Social Security Administration’s Use of Consultant Doctor’s
July 12th, 2019 by Attorney John Colvin
GOVERNMENT ACCOUNTABILITY OFFICE
TO INVESTIGATE THE SOCIAL SECURITY ADMINISTRATION’S
USE OF CONSULTANT DOCTORS
As we previously reported earlier this year in a blog post, a Tennessean newspaper investigative report found that some doctors in Tennessee were denying a high rate of applicants while reaping large sums in fees. The article also illustrated that the doctors being used by the Disability Determination Section in Tennessee were being provided a financial incentive that rewards speed, based upon payment on a per case basis to review disability claims. Furthermore, due to Social Security’s case backlog and pressure to protect taxpayer funds, some doctors wrongfully deny low income people who are unable to work.
Unfortunately, the rejections also lead to loss of health insurance and other necessities for many deserving disability applicants. United States Congressman John Larson of Connecticut recently issued a statement stating that a federal investigation is being launched so that more information is uncovered and disclosed to Congress about this little-known practice of state disability determination sections using outside doctors to help make disability determinations.
Congressman Larson chairs the Ways and Means Social Security subcommittee and has requested that the Government Accountability Office examine the system of using contracted doctors known as medical consultants.

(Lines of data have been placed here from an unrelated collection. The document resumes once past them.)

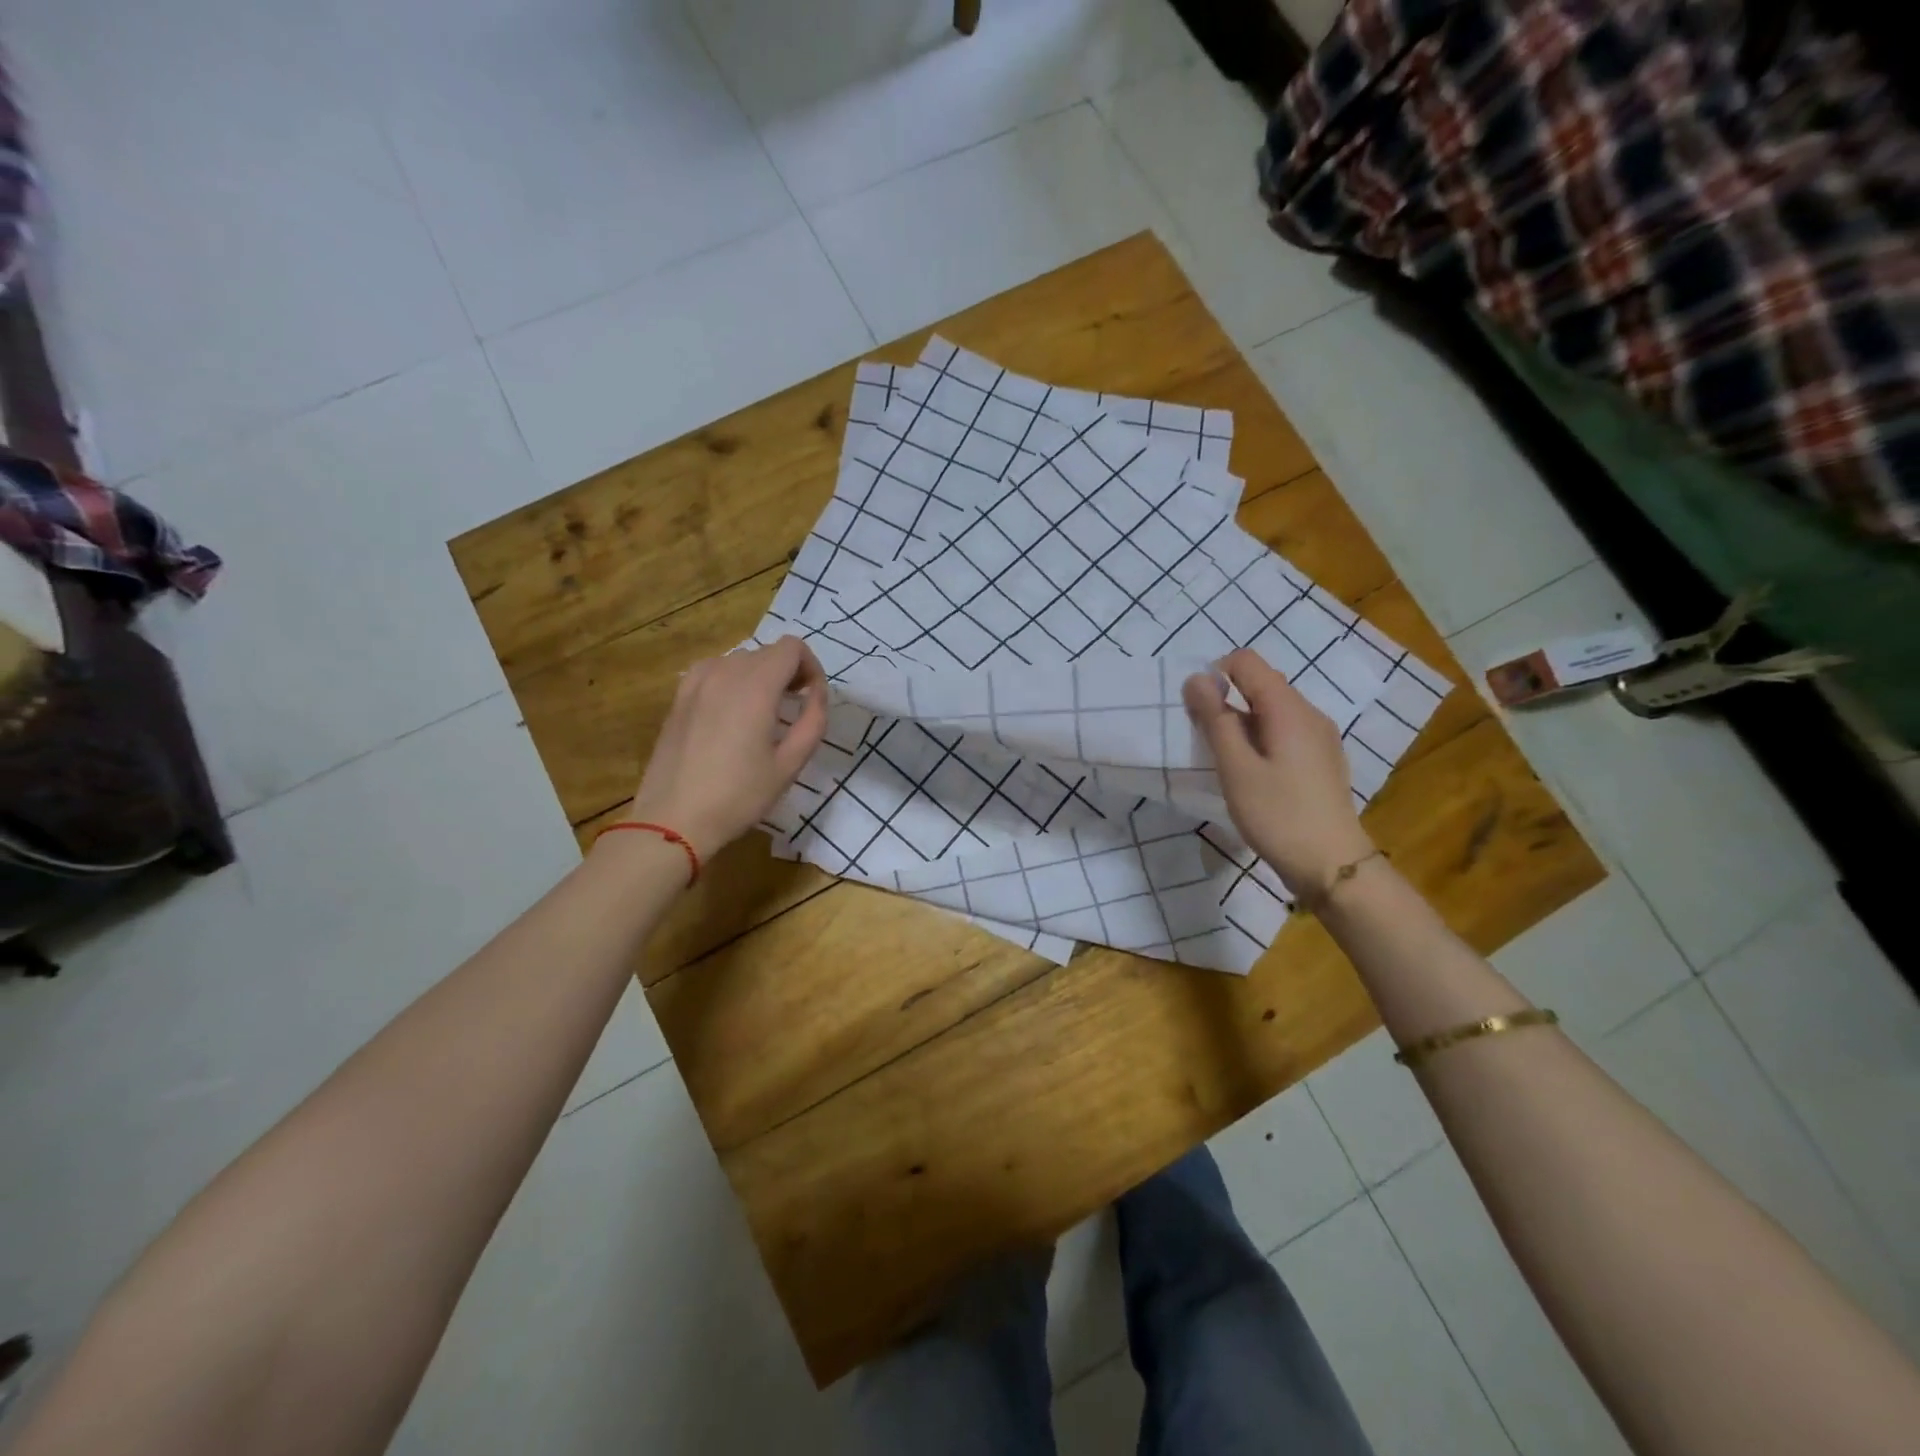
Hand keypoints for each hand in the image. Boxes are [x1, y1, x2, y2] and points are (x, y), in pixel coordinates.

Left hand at [625, 637, 828, 858]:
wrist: (675, 819)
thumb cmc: (739, 796)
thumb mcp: (790, 764)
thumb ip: (813, 721)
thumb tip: (816, 693)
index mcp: (755, 687)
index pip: (791, 647)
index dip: (810, 667)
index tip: (811, 699)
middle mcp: (724, 673)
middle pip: (767, 652)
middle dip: (788, 672)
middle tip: (794, 709)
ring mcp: (696, 682)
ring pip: (740, 660)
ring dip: (760, 676)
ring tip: (764, 712)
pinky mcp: (679, 697)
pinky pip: (714, 671)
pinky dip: (732, 681)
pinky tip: (732, 713)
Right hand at [1183, 648, 1373, 894]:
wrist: (1333, 866)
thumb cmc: (1278, 815)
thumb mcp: (1236, 768)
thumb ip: (1214, 720)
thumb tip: (1196, 679)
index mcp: (1288, 709)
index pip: (1246, 662)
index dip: (1214, 676)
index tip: (1198, 713)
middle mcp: (1309, 713)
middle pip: (1260, 684)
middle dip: (1226, 701)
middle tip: (1207, 742)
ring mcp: (1320, 737)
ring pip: (1271, 710)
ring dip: (1241, 723)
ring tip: (1227, 762)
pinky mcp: (1321, 759)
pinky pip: (1284, 731)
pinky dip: (1260, 739)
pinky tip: (1254, 775)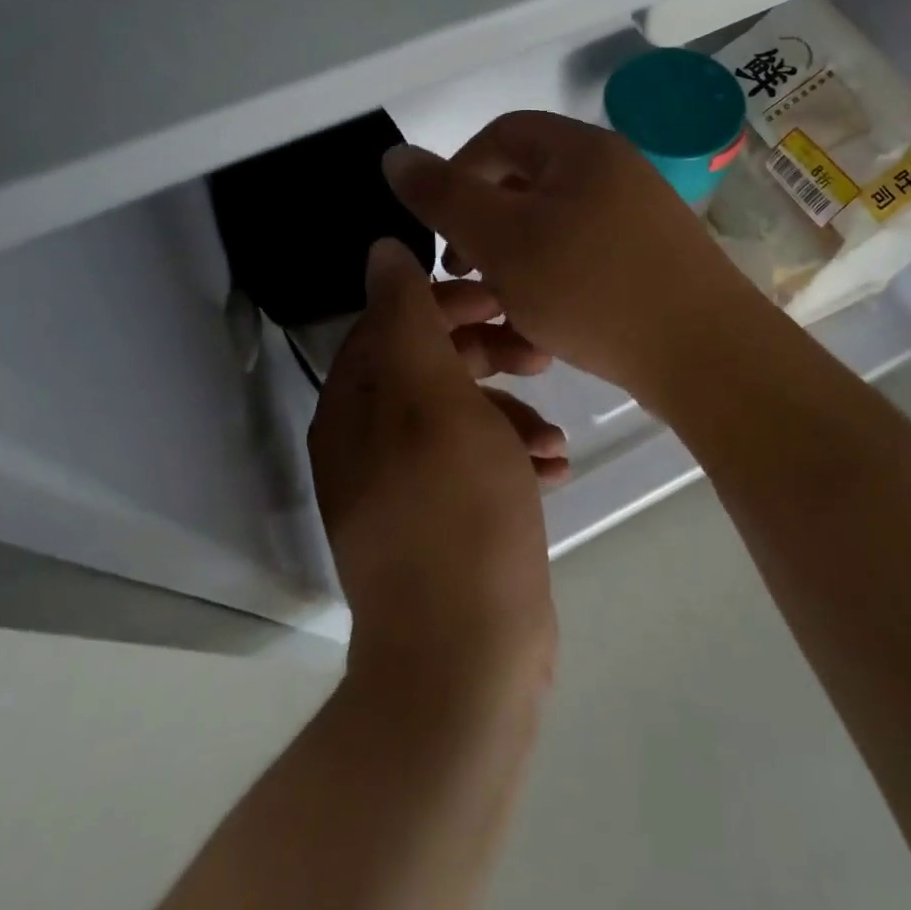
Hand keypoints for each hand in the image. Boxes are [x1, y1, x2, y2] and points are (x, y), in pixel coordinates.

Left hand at [309, 239, 563, 693]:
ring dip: (511, 411)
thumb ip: (408, 319)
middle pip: (430, 364)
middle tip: (540, 353)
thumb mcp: (434, 399)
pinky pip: (479, 463)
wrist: (466, 659)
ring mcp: (407, 484)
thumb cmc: (455, 512)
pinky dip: (514, 456)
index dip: (449, 299)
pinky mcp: (445, 520)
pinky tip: (553, 470)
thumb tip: (381, 251)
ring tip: (554, 436)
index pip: (393, 320)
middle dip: (488, 353)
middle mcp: (370, 440)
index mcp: (356, 406)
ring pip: (462, 413)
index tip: (504, 299)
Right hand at [382, 111, 764, 402]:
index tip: (441, 228)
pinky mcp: (656, 256)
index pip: (502, 134)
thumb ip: (445, 196)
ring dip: (519, 255)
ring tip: (503, 301)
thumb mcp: (502, 240)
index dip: (459, 171)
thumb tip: (395, 155)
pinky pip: (588, 252)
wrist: (704, 354)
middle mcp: (617, 168)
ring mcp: (642, 213)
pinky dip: (557, 276)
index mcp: (582, 149)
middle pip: (529, 178)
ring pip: (556, 222)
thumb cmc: (592, 289)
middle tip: (467, 272)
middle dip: (487, 221)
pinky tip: (550, 318)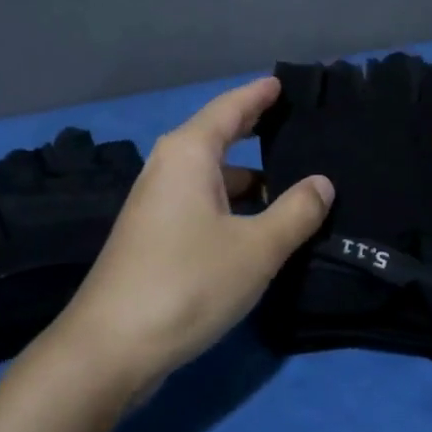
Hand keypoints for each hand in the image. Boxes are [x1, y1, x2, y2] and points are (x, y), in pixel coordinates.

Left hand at [55, 77, 332, 390]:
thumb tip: (322, 183)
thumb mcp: (256, 248)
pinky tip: (261, 224)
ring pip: (213, 175)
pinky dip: (234, 203)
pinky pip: (203, 201)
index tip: (284, 82)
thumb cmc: (187, 283)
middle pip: (219, 136)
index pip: (231, 107)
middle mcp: (168, 167)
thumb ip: (295, 212)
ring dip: (250, 176)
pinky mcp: (155, 235)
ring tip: (294, 181)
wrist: (110, 349)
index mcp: (189, 153)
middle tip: (298, 125)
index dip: (259, 94)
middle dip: (257, 130)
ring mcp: (157, 203)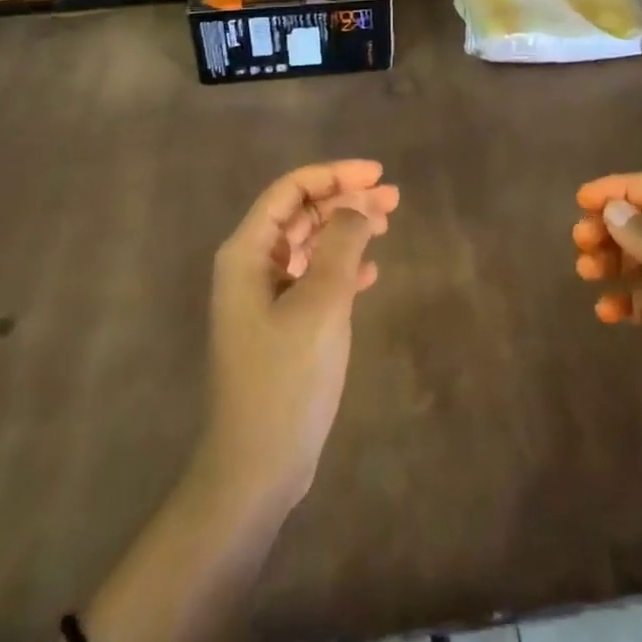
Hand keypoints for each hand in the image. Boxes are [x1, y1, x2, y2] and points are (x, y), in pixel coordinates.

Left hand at [199, 161, 399, 518]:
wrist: (256, 467)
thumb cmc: (286, 378)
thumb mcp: (321, 303)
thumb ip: (341, 244)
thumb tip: (357, 205)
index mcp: (247, 252)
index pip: (291, 190)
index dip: (334, 175)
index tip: (377, 174)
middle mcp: (250, 266)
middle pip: (302, 213)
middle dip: (345, 200)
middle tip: (394, 198)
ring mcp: (263, 298)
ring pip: (310, 244)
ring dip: (347, 231)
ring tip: (388, 225)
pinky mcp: (280, 326)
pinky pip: (313, 278)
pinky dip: (341, 268)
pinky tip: (370, 273)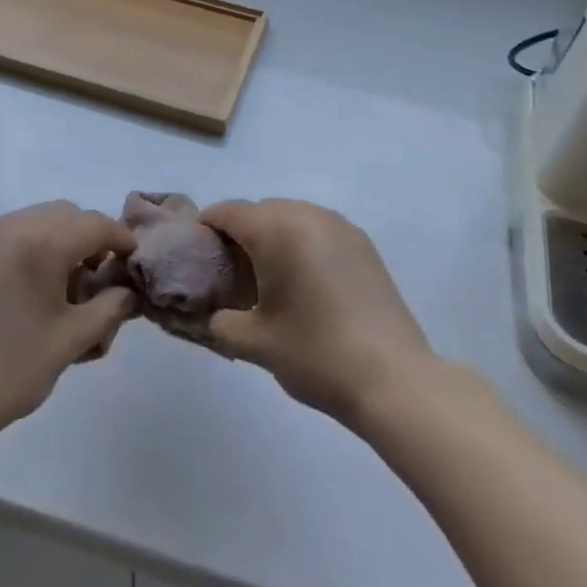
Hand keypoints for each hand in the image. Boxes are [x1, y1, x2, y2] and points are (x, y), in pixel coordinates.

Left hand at [0, 200, 137, 449]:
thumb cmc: (8, 370)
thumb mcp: (71, 341)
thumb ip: (109, 308)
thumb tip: (128, 292)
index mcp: (42, 241)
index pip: (97, 225)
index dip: (121, 242)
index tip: (133, 266)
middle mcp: (12, 225)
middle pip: (67, 215)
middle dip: (89, 240)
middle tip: (95, 282)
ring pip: (38, 221)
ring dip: (59, 243)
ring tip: (60, 291)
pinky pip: (11, 235)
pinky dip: (30, 249)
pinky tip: (28, 292)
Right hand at [200, 198, 434, 428]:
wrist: (392, 376)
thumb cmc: (315, 354)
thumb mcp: (255, 343)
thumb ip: (220, 322)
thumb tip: (210, 313)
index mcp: (277, 229)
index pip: (228, 211)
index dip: (206, 227)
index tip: (194, 253)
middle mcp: (308, 214)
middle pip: (260, 210)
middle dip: (239, 233)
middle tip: (228, 273)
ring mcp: (340, 225)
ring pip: (291, 216)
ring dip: (272, 236)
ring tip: (266, 278)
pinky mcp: (362, 243)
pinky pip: (318, 228)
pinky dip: (301, 242)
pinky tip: (303, 281)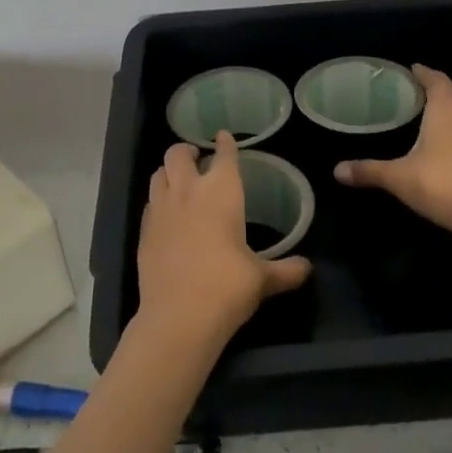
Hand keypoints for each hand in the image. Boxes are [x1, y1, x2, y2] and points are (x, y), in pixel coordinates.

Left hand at [137, 131, 313, 346]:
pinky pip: (150, 203)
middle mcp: (188, 191)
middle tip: (196, 157)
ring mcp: (161, 209)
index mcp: (221, 191)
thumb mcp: (262, 279)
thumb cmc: (228, 286)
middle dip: (187, 150)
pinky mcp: (144, 231)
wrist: (179, 316)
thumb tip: (307, 268)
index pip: (223, 155)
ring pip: (158, 173)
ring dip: (168, 171)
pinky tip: (166, 213)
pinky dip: (158, 200)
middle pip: (179, 154)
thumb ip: (286, 270)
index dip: (225, 143)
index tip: (224, 136)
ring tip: (177, 179)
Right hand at [334, 65, 451, 236]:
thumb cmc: (439, 182)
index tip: (413, 69)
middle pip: (451, 99)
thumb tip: (336, 171)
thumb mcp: (398, 176)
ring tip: (425, 124)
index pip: (438, 81)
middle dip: (433, 97)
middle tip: (411, 100)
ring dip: (447, 118)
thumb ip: (368, 170)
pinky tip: (441, 151)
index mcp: (446, 110)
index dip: (425, 74)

The GAO has approved Congressman Larson’s request and will launch an investigation sparked by the disturbing facts reported by the Tennessean that some doctors were earning more than $400,000 a year reviewing claims, and racing through up to five applications per hour, even though some applications can contain thousands of pages of medical records.
Many advocacy groups have applauded the launch of the GAO investigation as a positive step in safeguarding against serious problems and abuses that can occur with relying on paid medical consultants that have a financial interest in the number of reviews that they can perform on behalf the state disability determination sections. We too applaud the efforts of Congress in leveling the playing field for deserving applicants who are truly disabled and in need of benefits that rightfully belong to them and that they have paid into Social Security over their working career.